The interphase microstructure and electrical properties of glass fibers covalently and non-covalently bonded with multiwall carbon nanotubes

We report on a solution-based method for the chemical grafting of multiwall carbon nanotubes (MWCNTs) onto the surface of glass fibers (GFs). MWCNTs and GFs were modified to expose the functional moieties for the formation of an 'amide' chemical bond. Treatment with strong acids introduces carboxylic groups to the MWCNT outer walls, which are converted to carbonyl chloride groups. The GFs are coupled with gamma-aminopropyltriethoxysilane (γ-APS) yielding amine surface functionalities (GF-APS), and acyl chloride modified MWCNTs (MWCNT-COCl) are covalently bonded in a dip-coating deposition process. The surface morphology and electrical properties of single fibers grafted with CNTs (GF-g-CNT) are studied and compared to physically adsorbed ones (GF-ad-CNT).
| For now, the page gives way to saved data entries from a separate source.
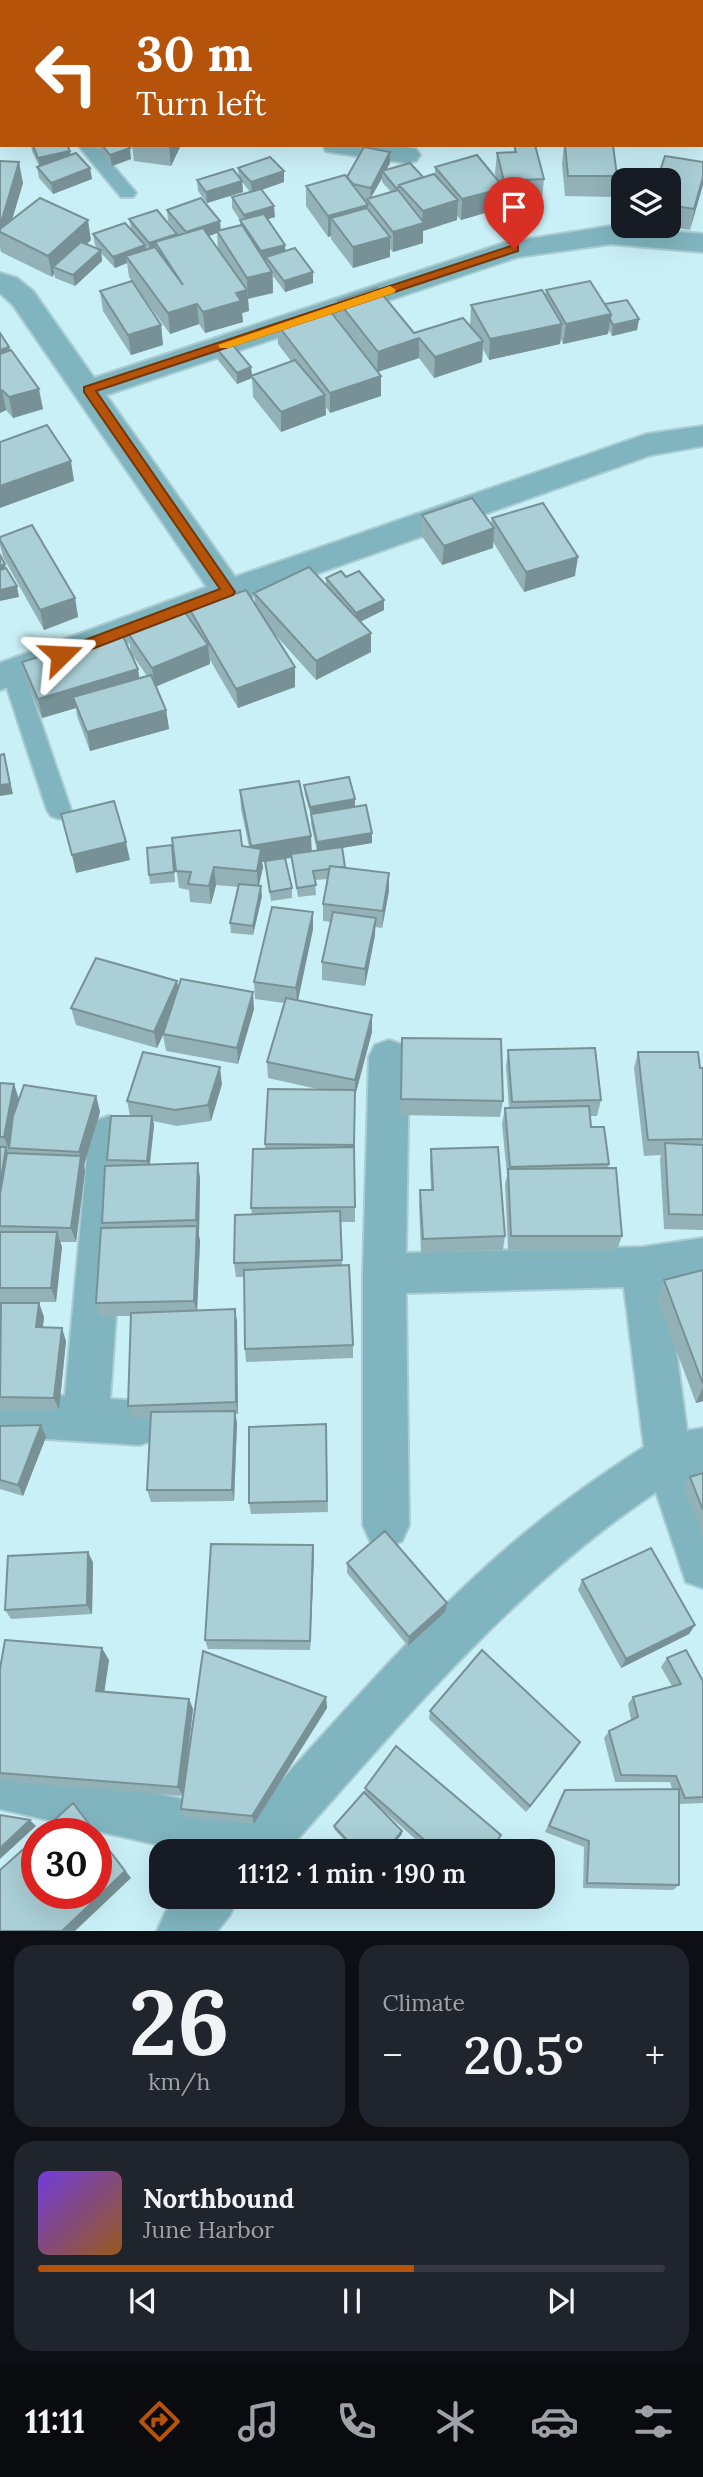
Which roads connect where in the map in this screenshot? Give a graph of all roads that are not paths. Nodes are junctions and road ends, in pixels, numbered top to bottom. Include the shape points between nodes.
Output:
1 (88, 147) edge
2 (350, 147) edge
3 (406, 155) dead end
4 (127, 192) dead end
5 (703, 243) edge
6 (0, 282) edge
7 (89, 390) junction
8 (703, 436) edge
9 (228, 592) junction
10 (6, 675) edge
11 (59, 810) dead end
12 (389, 1057) dead end
13 (109, 1134) edge
14 (703, 1258) edge
15 (643, 1268) junction
16 (384, 1274) junction
17 (0, 1414) edge
18 (86, 1418) junction
19 (140, 1423) edge
20 (685, 1454) edge
21 (386, 1525) dead end
22 (703, 1565) edge
23 (0, 1783) edge
24 (227, 1839) edge
25 (262, 1839) edge
26 (202, 1909) edge
27 (183, 1931) edge

1 - 4 lane
2 - 3 street
5 - 7 street via 611,235 514,249
6 - 7 street via 23,298
7 - 9 street
8 - 9 street via 647,445
9 - 10 street
10 - 11 lane
12 - 16 street
13 - 18 street
14 - 15 street
15 - 16 street
15 - 20 street
16 - 21 street
17 - 18 street
18 - 19 street
20 - 22 street
20 - 25 street via 610,1496 515,1572
23 - 24 street via 182,1824
26 - 27 street

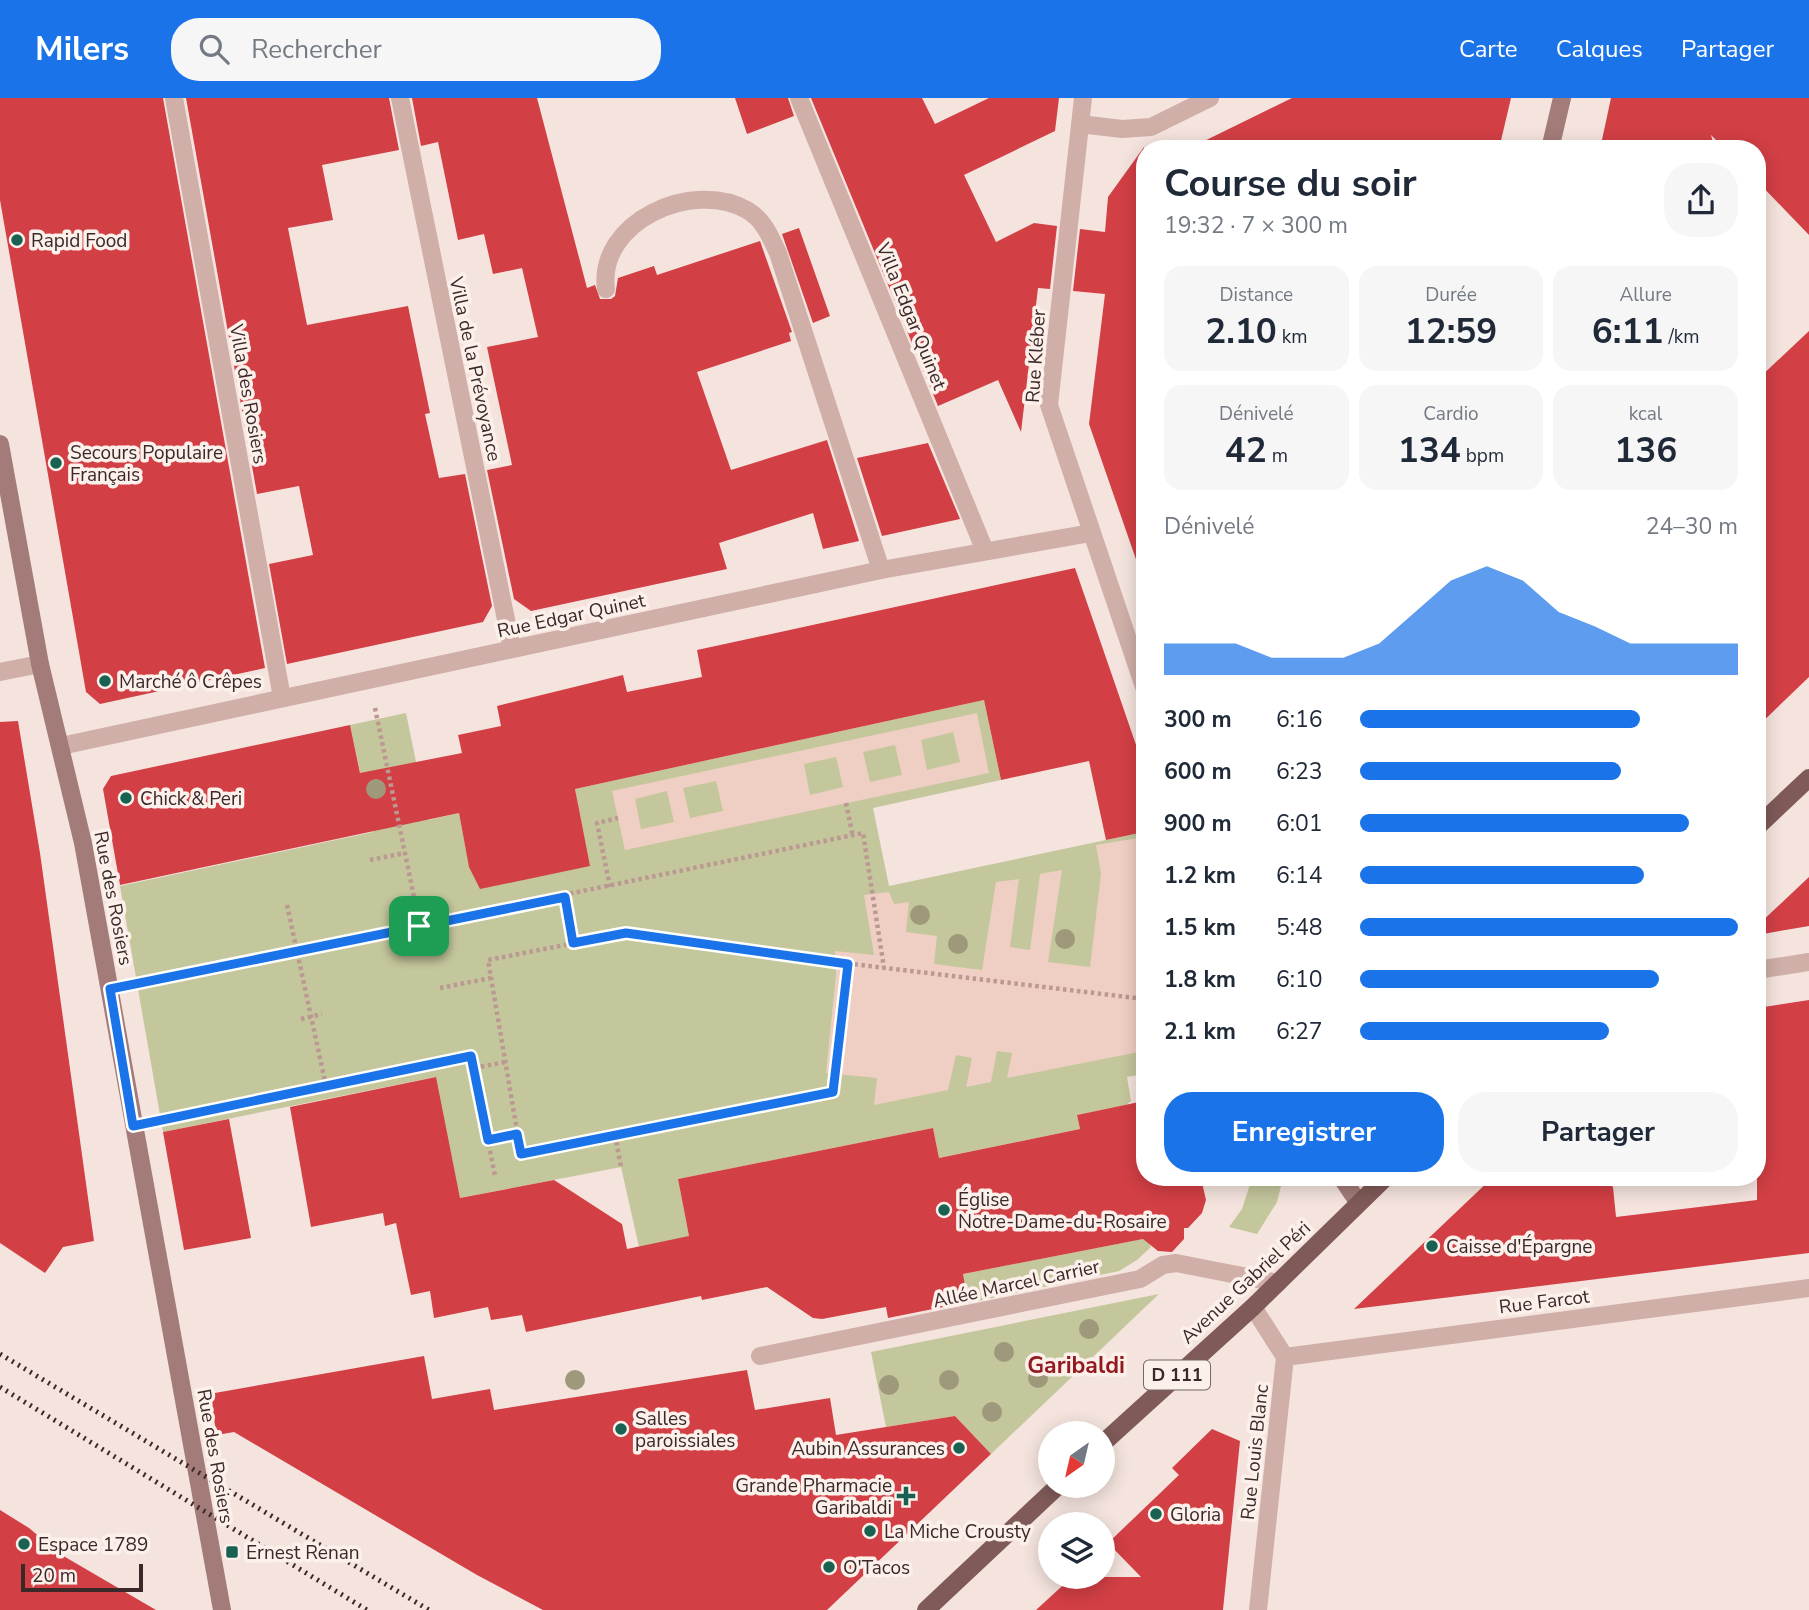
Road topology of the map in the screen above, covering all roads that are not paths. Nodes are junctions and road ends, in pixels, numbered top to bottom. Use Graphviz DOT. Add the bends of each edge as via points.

The GF-g-CNT exhibited a fully CNT surface coverage and ten times higher electrical conductivity compared to the GF-ad-CNT. X-ray photoelectron spectroscopy (XPS), scanning electron and atomic force microscopy (SEM, AFM) were used to characterize the fibers after each step of treatment. Single filaments were embedded in an epoxy matrix to investigate the interphase microstructures, through transmission electron microscopy (TEM). Single-fiber pull out (SFPO) tests accompanied with fractographic analysis of the pulled-out fibers were performed to study the interfacial adhesion strength. The results suggest that GFs with chemically grafted MWCNTs are promising multi-functional reinforcements.